Mais ce crime affreux, au monde être inutile, en cache un autre encore plus grave qui en découle certainement. Le chef d’accusation le plus lourd envers Baladine, c’est qu’on ne peut pas l’échanger. On ne peut que la prendre, ce qui veut dire qu’en même temps de soi se déprendre. Prendre Baladine qui te prend... Exultation de tous les retournements, son corps alors se convertit en chair brûlante. Présence trouble, quintessence du tableau. Qui fait trop blanche sa peau. Trop sombre son regard. A la fois trop convulsive et trop malléable sa chair. Le regard noir où brille un éclat d’or quand, homme, tu la noies d’extase. Elle aime pleurer d’extase. Elle aime rire d’aveuglement. Elle aime avoir peur. Elle n’aime pas être triste. Elle a essayé d’apprendre à être triste pour plaire aux gens, fabriquer de la tristesse comme un produit à échanger. Rien n’y fait. Trop tragique, elle ne sait pas produire la tristesse. Rires et pleurs mêlés, l’embrassade des ions positifs et négatifs, tout en elle n’est que circuit, extase de l’inutile. Elle sait séduire mais elle ne le fait pas. On ne pêche que des avortons en séduisant. Voilà pourquoi ce n’est pas intéressant. D’ailleurs elle n’aime pas la pêche. Certains quand ils la voient la prennent pour une chanteuse.

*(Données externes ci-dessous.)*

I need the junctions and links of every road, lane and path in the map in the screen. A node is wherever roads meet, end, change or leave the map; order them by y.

Elle aurait aimé chanter mais ce qu’elle aurait préféré faire, si elle avait été utile, c’eût été d’être fleuriste. Et elle aime tant les jardiniers ! Forces brutes, ils la plongent dans le rien de la pensée. Mais ce qu’elle aime par-dessus tout, suprême scandale, c’est de se sentir enveloppée par la passion d’un homme et par son désir. Et le mener aux confins d’elle-même, quand elle n’est plus que Chose, ou déchet. Un jour un homme l’a prise et aussitôt l’a conduite vers un autre. Tel était le désir de Baladine. Les hommes comme ça savent que leur phallus, il ne faut pas trop y croire quand même. Que c’est évanescent, à la fois plus absent et plus présent en vérité que la mort. C’est pour ça que dans L’amour est plus froid que la mort Fassbinder a mis en amour une femme avec deux hommes.

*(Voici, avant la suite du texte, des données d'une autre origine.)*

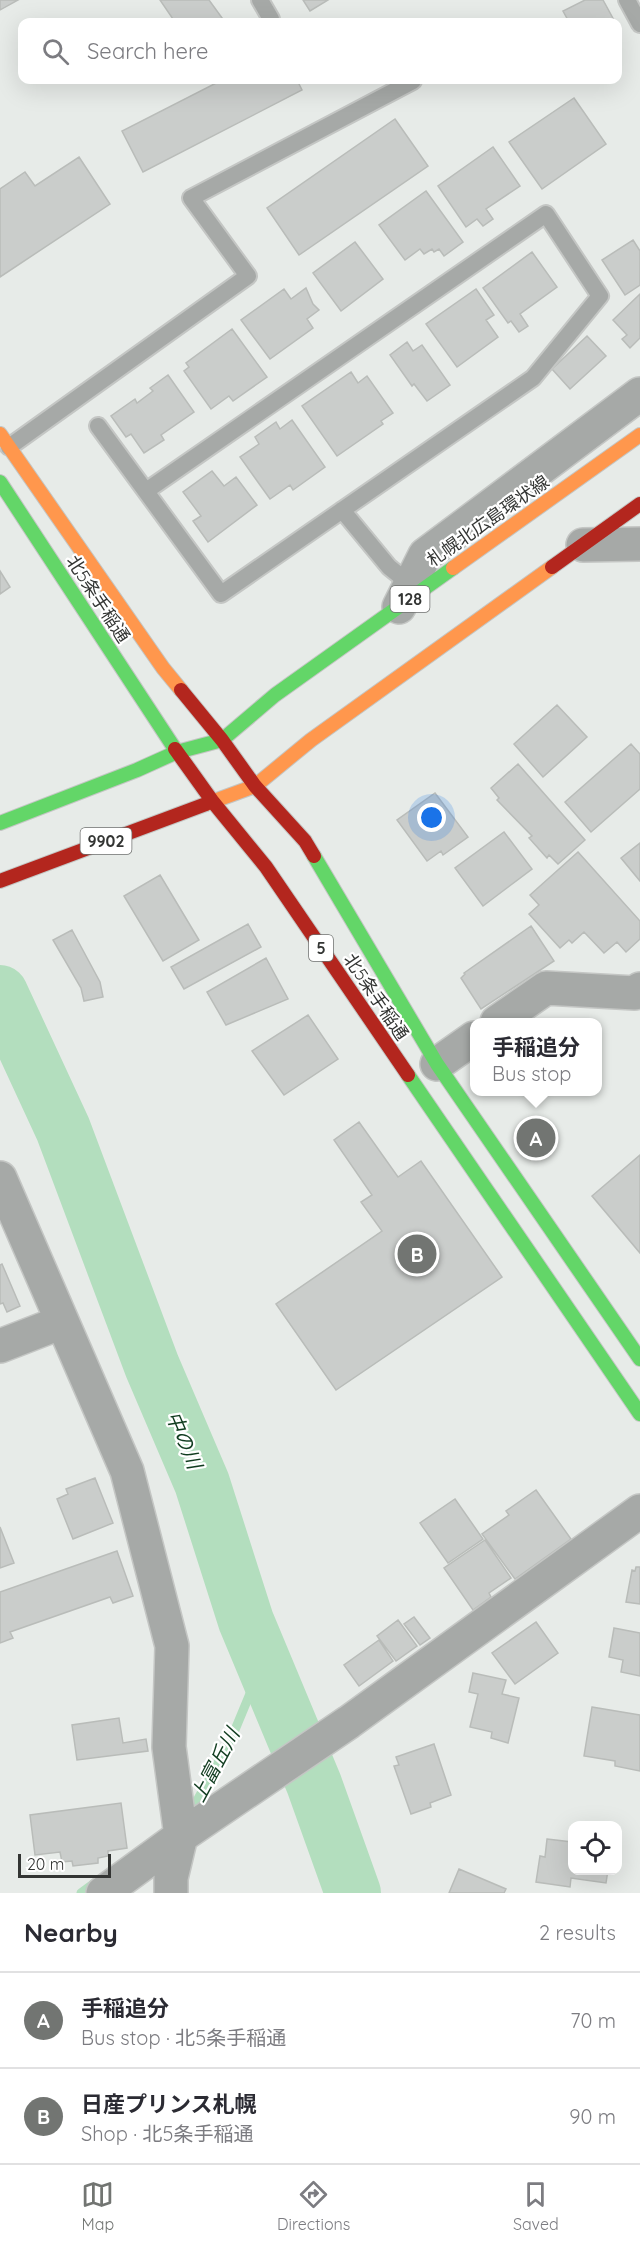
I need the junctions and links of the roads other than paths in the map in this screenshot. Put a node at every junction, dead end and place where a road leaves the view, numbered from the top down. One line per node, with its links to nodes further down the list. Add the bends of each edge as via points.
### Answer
1 (260, 0): 3 (lane)
2 (627, 0): 4 (lane)
3 (270, 18)
4 (640, 24)
5 (407, 84): 9 (lane, via 191,198 248,276)
6 (640, 394): 16 (street, via 425,555)
7 (98, 426): 11 (lane)
8 (640, 435): 16 (main road, 札幌北広島環状線 / 128)
9 (4, 440): 17 (main road, 北5条手稲通 / 5, via 163,668)
10 (0, 482): 18 (main road, 北5条手稲通 / 5)
11 (146, 491): 13 (lane, via 221,594); 13 (lane, via 546,214 600,296 533,378)
12 (640, 504): 15 (main road)
13 (342, 510): 16 (lane, via 389,567)
14 (640, 544): 15 (street)
15 (583, 545): 19 (main road, via 311,740)
16 (404, 596): 17 (main road, 札幌北広島環状線 / 128)
17 (222, 740): 18 (main road, 札幌北広島環状線 / 128); 19 (main road, 北5条手稲通 / 5)
18 (177, 752): 20 (main road, 北5条手稲通 / 5); 21 (main road, 札幌北広島環状線)
19 (255, 786): 20 (main road); 26 (main road, 北5条手稲通 / 5, via 305,841)
20 (213, 802): 22 (main road, 9902); 31 (main road, 北5条手稲通 / 5, via 266,867)
21 (0, 823)
22 (0, 881)
23 (640, 989): 24 (street, via 635,993 546,988)
24 (504, 1018)
25 (470, 1041): 26 (street)
26 (437, 1064): 30 (main road, 北5条手稲通 / 5)
27 (0, 1178): 28 (street)
28 (62, 1322): 29 (street); 33 (street, via 127,1471 172,1646 169,1748)
29 (0, 1346)
30 (640, 1359)
31 (640, 1414)
32 (640, 1511): 33 (street, via 349,1722)
33 (181, 1836): 34 (street); 35 (street)
34 (104, 1893)
35 (171, 1893)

Vénérant la très sainte verge, Baladine n’y croit pas. Sa vénération est donc véritable et sincère. Profonde... comme la gorge... La vénération et la croyance sont choses différentes. Ne croyant pas à la très sainte verge, elle n’a de cesse de la faire advenir. La vénérant, elle n’a de cesse de la faire disparaître. Double mouvement, la guerre et la paix enchevêtrées. C’est pourquoi Baladine n’est pas idolâtre.

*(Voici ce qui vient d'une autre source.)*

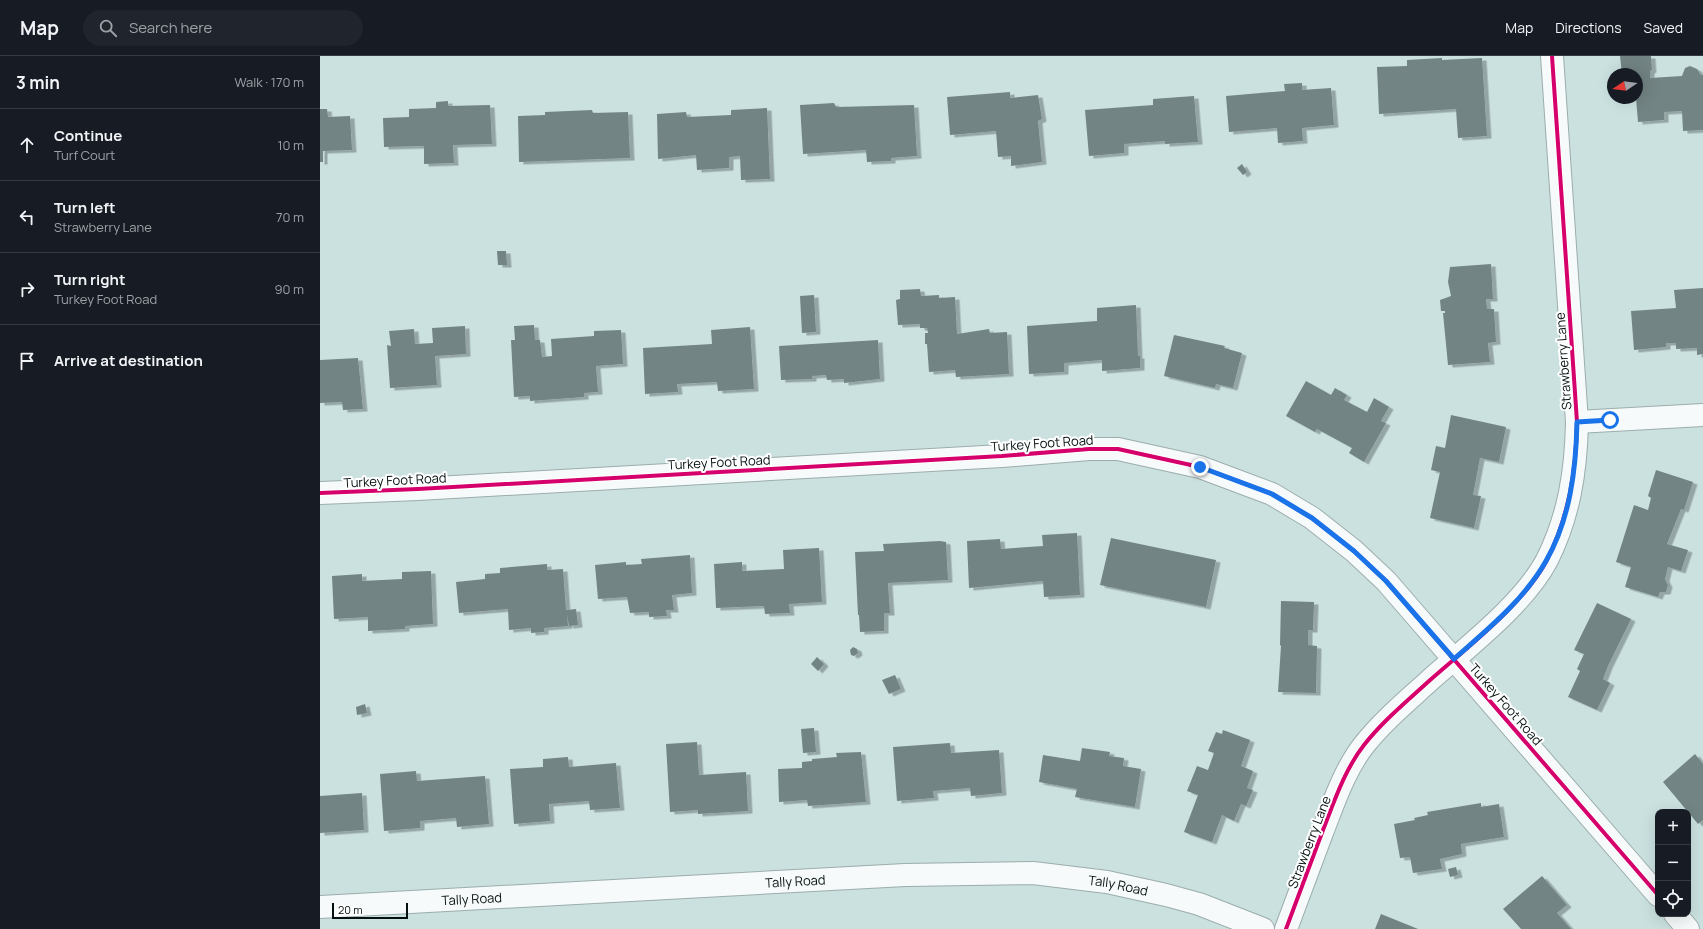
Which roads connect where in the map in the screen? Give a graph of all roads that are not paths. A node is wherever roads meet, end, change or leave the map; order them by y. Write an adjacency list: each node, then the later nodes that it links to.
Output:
1 (1552, 56): 3 (street, Strawberry Lane)
2 (1703, 415): 3 (street)
3 (1577, 422): 5 (street, Strawberry Lane)
4 (320, 493): 5 (street, Turkey Foot Road)
5 (1454, 659): 6 (street, Turkey Foot Road); 10 (street, Strawberry Lane)
6 (1655, 892)
7 (320, 907): 9 (street, Tally Road)
8 (1678, 917): 11 (street)
9 (1263, 929)
10 (1286, 929)
11 (1688, 929)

Je parle d’elle parce que je n’ai rien d’autre à faire. Sinon que d’offrir Baladine en pâture aux âmes froides qui peuvent la manger sans s’évanouir. Qui peuvent la plier à leurs caprices sans sombrer dans la déprime. Qui peuvent jouir de moi, qui le veulent ardemment. Parce que...

quand l’Orpheline aura craché tout l’amour qu’elle n’a pas dans le corps et que pourtant sa foncière inutilité lui fait produire à chaque putain de seconde me rapprochant de la mort avec vous, les moines défroqués, les charnels des ciels, les philosophes de l’humaine volupté, je viendrai à Lui. Amour. Par les mille doigts de sa très sainte verge, enfin il me brisera. En entier. Et je serai Baladine.